What you should do
Return the number of lines below that contain "true"; nothing else belongs in the reply.

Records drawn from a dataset
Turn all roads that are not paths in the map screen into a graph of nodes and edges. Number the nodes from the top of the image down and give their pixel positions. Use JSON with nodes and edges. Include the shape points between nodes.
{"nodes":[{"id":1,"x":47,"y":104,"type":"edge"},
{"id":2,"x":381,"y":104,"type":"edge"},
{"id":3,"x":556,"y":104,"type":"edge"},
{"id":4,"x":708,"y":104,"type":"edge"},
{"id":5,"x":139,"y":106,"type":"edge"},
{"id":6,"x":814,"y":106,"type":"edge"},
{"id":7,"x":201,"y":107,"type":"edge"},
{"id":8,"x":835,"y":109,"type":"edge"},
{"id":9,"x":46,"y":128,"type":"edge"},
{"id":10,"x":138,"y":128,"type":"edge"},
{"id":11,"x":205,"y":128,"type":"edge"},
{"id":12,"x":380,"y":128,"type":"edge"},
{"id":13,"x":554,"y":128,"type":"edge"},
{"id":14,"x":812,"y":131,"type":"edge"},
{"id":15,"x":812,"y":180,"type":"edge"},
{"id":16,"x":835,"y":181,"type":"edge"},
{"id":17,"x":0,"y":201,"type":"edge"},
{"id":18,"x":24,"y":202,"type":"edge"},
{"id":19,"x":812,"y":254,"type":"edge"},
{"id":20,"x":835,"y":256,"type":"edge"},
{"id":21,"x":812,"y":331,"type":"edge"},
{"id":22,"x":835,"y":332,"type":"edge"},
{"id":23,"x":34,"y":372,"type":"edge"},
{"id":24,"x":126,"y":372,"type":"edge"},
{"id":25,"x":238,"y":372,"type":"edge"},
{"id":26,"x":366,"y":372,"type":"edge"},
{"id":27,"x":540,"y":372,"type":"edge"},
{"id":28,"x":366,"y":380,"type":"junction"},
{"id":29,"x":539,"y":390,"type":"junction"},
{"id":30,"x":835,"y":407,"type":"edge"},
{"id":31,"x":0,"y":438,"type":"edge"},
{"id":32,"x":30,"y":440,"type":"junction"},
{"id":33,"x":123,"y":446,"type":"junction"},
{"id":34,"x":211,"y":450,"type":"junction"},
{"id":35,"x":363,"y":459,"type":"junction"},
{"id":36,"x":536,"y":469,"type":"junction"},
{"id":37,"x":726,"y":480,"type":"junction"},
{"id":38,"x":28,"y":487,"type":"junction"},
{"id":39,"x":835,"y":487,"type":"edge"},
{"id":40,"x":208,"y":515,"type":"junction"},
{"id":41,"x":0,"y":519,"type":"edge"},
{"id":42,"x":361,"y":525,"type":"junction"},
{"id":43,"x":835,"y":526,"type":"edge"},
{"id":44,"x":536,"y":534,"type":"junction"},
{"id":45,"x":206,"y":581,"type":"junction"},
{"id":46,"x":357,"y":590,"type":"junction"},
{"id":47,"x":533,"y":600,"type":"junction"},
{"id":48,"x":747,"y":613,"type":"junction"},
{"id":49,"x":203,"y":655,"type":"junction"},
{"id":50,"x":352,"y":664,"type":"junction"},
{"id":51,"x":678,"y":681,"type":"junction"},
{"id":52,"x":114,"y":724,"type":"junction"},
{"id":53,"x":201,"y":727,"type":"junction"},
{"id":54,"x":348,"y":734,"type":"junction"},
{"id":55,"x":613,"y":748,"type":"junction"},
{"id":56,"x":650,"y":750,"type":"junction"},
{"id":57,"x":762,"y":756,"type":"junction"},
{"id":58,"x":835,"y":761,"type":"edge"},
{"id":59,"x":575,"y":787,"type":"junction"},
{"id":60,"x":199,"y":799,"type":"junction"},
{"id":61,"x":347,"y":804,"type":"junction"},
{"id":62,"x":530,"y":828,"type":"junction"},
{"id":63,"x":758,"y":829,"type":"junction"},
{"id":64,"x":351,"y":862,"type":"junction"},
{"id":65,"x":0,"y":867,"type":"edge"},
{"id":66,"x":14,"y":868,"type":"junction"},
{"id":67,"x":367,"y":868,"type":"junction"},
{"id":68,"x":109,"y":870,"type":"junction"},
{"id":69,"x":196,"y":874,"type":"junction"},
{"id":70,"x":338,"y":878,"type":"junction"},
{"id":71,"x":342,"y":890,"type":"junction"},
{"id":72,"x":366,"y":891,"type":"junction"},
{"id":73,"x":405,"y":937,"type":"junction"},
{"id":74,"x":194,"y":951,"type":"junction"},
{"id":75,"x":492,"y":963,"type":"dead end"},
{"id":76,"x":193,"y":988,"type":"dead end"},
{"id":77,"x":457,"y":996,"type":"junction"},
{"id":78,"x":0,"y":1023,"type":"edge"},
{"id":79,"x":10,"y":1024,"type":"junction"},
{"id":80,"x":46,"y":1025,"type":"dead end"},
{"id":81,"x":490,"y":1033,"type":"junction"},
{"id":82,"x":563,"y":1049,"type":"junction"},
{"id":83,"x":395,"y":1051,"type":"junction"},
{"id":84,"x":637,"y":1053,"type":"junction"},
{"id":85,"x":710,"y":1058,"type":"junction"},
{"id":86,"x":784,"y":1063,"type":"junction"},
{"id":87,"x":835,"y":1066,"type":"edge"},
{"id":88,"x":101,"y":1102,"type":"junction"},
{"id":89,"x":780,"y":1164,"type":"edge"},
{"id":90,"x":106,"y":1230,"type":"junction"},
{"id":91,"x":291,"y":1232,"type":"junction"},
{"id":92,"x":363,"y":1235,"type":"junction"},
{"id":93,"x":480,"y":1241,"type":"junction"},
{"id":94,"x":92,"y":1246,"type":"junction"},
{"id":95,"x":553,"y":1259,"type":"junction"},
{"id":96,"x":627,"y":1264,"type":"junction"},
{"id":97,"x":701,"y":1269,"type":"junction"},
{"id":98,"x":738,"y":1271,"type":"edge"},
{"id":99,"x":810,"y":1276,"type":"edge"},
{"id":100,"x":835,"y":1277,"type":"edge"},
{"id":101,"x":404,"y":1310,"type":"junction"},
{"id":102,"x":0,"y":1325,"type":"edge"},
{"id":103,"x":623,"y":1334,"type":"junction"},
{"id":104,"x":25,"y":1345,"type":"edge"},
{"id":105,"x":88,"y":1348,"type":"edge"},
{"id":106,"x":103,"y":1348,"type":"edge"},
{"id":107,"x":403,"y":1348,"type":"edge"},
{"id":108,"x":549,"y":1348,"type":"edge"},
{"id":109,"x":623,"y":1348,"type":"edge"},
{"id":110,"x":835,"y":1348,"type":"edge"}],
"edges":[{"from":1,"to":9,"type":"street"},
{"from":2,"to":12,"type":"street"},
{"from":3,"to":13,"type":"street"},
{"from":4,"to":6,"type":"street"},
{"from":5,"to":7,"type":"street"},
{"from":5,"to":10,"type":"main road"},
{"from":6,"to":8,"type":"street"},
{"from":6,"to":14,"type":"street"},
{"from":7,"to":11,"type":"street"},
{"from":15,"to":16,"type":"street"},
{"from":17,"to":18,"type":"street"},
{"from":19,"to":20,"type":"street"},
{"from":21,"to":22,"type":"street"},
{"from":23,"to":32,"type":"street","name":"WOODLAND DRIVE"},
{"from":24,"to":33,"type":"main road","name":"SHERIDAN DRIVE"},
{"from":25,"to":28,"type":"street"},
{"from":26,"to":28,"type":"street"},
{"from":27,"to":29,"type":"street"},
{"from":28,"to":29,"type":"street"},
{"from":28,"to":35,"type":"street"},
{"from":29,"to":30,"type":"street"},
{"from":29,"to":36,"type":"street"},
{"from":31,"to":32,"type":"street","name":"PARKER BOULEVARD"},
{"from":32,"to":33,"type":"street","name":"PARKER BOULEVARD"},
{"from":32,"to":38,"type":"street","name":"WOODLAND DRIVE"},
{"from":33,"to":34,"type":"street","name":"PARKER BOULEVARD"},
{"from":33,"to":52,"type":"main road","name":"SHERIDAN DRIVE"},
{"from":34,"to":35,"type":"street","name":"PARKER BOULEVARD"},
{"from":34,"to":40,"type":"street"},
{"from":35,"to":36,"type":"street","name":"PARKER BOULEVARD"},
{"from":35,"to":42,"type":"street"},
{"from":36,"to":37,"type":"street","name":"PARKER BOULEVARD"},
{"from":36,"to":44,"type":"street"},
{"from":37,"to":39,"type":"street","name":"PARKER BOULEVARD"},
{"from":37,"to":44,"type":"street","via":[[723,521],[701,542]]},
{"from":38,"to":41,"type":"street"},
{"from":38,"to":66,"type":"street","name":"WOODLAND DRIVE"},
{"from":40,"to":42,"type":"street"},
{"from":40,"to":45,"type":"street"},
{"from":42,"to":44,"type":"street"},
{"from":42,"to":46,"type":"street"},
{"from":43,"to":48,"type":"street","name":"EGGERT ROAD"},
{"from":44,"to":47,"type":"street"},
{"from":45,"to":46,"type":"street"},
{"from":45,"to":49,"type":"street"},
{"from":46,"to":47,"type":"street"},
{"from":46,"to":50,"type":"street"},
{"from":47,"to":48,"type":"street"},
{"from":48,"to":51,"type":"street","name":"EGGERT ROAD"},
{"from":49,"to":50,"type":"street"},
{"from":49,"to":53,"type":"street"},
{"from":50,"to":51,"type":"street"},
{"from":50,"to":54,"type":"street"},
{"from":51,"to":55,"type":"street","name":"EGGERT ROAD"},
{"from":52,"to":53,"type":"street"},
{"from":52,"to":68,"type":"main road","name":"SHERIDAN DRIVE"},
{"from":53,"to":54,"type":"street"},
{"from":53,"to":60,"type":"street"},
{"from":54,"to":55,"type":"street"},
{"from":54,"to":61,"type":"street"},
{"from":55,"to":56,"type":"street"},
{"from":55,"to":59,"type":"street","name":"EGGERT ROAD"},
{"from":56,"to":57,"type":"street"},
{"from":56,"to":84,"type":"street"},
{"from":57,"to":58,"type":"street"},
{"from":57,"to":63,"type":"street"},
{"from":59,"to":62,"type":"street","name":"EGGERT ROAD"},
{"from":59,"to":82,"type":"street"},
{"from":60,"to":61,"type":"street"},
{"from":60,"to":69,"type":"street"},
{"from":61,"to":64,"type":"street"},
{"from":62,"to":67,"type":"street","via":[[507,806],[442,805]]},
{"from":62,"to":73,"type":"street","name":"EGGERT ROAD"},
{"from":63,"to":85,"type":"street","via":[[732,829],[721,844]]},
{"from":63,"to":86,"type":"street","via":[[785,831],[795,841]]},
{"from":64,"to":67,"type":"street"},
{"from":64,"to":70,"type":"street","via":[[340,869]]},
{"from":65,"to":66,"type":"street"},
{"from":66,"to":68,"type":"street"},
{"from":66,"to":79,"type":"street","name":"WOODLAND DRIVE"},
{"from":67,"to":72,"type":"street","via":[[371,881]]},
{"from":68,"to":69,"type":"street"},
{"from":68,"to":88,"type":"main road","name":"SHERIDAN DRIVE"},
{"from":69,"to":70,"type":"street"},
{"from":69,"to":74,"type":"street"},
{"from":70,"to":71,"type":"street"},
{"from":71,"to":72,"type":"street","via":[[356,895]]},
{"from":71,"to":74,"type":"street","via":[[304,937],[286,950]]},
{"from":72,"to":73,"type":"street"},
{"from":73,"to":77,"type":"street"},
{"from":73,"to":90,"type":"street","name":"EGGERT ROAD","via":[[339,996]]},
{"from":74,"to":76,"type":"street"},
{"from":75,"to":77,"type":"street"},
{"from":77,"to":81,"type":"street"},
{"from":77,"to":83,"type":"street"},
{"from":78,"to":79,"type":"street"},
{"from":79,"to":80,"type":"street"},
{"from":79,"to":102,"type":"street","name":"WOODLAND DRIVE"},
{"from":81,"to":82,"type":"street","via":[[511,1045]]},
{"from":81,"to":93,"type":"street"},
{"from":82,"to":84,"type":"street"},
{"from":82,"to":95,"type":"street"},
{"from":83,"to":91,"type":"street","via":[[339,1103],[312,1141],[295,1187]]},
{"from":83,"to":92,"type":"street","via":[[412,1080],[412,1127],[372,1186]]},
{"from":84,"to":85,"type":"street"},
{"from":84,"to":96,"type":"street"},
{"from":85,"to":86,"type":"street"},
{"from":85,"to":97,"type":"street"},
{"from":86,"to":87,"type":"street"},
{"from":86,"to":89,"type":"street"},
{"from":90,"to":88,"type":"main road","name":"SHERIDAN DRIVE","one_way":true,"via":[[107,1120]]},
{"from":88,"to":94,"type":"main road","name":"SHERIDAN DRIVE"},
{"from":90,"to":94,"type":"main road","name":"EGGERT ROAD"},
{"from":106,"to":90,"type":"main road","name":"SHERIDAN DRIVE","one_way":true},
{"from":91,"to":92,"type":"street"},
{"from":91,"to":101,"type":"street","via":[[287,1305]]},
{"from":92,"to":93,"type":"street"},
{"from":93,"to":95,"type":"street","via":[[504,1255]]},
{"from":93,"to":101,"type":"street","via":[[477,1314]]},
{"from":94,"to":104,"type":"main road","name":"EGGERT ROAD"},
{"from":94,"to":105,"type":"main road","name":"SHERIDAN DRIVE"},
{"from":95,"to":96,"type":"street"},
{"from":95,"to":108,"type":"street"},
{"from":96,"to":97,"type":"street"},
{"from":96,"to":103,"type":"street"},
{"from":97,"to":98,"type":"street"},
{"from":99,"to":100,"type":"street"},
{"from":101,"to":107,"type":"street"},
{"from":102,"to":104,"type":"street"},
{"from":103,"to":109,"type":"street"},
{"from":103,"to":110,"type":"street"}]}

Response to this task
2